Most of his poetry is cast in the iambic pentameter, the common meter of English poetry. But there are subtle variations skillfully introduced. Frost has the ability to maintain a strong regular Cadence, while at the same time to make his lines seem “loose and unpatented”. The looseness can be traced to the many spondees and clusters of unaccented syllables, which break up the meter again and again without ever displacing it. It is not displaced because the variations, though humorous, are balanced by the frequent reiteration of the meter in perfect lines. Syllable count as well is strictly observed. All these have created a rhythm which has the advantages of regular meter, and yet creates an abrupt and rough effect suggestive of everyday speech. In this way he is able to capture the casual and informal rhythm pattern of the spoken language. His poetry has thus become a kind of lofty prose, without prosaicness.

The distinctive features of Frost’s diction are first, the conversational tone and secondly, this conversational tone is regional. In conversation, the tone, the inflections, the intonations, the accents, vary from speaker to speaker, and Frost’s diction has this variety. It is dramatic, it varies from character to character, and also according to a change in mood, thought, emotions, and situation of the same character.

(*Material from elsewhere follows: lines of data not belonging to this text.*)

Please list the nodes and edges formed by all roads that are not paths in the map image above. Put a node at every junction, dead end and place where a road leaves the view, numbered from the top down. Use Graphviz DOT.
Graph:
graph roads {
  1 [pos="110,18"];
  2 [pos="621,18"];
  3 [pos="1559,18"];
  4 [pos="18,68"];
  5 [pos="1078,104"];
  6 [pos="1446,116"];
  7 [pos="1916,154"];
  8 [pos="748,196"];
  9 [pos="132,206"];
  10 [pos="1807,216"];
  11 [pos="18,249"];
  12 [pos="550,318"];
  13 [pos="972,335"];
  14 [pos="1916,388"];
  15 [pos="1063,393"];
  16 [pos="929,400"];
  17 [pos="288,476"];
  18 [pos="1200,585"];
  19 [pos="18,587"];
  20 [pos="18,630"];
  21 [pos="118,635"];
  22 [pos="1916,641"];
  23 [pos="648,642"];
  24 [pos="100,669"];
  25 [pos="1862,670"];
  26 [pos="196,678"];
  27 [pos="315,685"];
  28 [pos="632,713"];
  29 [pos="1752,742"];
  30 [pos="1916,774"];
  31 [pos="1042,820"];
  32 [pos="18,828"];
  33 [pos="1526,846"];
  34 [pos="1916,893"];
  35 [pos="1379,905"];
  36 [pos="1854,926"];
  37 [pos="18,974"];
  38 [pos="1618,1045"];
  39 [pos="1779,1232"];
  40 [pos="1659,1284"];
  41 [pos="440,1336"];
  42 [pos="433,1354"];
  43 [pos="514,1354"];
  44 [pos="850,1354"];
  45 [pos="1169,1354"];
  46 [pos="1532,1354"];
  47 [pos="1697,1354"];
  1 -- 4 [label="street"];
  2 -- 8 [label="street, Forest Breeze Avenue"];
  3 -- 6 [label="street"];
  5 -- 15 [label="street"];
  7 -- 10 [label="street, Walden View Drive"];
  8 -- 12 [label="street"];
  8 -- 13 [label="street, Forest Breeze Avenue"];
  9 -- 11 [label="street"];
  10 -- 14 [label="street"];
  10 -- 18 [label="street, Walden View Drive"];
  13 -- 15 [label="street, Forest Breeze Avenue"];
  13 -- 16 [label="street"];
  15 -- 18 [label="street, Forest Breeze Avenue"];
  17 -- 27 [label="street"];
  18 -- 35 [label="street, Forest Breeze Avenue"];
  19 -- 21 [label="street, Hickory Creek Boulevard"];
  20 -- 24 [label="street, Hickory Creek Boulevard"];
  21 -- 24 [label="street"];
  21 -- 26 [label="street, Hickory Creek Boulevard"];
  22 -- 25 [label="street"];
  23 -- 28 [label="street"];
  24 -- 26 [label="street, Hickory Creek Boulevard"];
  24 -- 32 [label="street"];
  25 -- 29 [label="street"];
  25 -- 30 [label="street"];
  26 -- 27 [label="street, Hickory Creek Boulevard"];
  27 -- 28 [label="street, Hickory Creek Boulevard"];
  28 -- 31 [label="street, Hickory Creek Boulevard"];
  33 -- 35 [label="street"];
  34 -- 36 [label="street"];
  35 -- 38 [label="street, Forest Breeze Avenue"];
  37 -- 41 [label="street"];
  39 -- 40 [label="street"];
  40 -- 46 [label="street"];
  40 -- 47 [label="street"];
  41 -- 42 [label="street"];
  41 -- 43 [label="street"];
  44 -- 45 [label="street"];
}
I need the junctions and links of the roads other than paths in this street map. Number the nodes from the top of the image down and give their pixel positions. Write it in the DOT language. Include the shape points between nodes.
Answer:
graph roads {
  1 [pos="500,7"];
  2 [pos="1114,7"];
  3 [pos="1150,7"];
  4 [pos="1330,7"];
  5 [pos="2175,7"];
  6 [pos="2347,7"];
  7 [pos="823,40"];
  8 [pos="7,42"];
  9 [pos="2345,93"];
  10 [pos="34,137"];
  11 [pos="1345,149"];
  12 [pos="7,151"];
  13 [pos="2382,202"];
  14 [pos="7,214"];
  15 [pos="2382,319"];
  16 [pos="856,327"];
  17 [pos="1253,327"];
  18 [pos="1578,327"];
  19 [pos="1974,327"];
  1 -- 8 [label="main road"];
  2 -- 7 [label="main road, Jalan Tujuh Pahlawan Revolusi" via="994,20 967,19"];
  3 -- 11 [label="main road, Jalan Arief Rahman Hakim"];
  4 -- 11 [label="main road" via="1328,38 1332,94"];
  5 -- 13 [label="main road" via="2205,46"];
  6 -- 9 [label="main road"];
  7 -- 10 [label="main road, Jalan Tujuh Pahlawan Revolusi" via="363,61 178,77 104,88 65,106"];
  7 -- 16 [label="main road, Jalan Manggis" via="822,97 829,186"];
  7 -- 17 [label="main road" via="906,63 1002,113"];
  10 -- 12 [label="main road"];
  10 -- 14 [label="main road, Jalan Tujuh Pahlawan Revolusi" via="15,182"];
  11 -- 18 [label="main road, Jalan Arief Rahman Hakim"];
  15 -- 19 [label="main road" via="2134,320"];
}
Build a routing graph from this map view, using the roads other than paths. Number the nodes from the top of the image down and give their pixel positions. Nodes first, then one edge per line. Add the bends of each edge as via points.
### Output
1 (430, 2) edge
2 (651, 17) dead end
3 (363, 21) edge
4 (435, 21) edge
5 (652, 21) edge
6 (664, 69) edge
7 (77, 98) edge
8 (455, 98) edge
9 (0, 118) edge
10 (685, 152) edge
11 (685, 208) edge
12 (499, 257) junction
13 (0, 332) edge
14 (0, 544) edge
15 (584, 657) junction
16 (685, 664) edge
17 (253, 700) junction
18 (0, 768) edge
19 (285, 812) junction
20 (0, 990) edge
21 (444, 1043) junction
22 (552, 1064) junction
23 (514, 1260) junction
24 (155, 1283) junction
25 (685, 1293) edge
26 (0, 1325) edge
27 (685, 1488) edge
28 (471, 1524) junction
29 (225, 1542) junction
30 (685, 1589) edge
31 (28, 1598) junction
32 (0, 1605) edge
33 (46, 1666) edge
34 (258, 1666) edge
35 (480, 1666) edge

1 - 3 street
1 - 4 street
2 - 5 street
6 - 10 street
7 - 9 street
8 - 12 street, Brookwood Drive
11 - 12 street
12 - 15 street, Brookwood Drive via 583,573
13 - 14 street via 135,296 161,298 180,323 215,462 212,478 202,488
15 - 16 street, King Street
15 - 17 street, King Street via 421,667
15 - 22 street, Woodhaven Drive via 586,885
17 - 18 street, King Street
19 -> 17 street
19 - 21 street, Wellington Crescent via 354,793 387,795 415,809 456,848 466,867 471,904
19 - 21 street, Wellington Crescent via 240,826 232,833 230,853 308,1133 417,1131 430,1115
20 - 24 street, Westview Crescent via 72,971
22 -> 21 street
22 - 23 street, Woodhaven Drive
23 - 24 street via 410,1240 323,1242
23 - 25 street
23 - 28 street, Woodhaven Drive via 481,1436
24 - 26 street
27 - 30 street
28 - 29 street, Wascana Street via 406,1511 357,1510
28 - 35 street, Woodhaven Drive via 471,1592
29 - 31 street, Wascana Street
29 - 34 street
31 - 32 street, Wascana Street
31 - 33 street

Frost builds into his verse the conversational tones of the New Englanders. According to Cornelius Weygandt, “All rural New England shares a laconic speech, a picturesqueness of phrase, a stiffness of lip, a quizzicality of attitude, a testiness of approach to thought, but there is a New Hampshire slant to all these qualities, and that you find in the verse of Frost.” He believed that every meaning has a, “particular sound posture”, or the sense of every meaning has a particular sound. In this way, he stressed that “in speech the movement of a sentence is an expression of its sense, the accents, the pauses, the voice’s rise and fall, evoking a feeling which exactly fits the tenor of what is said”.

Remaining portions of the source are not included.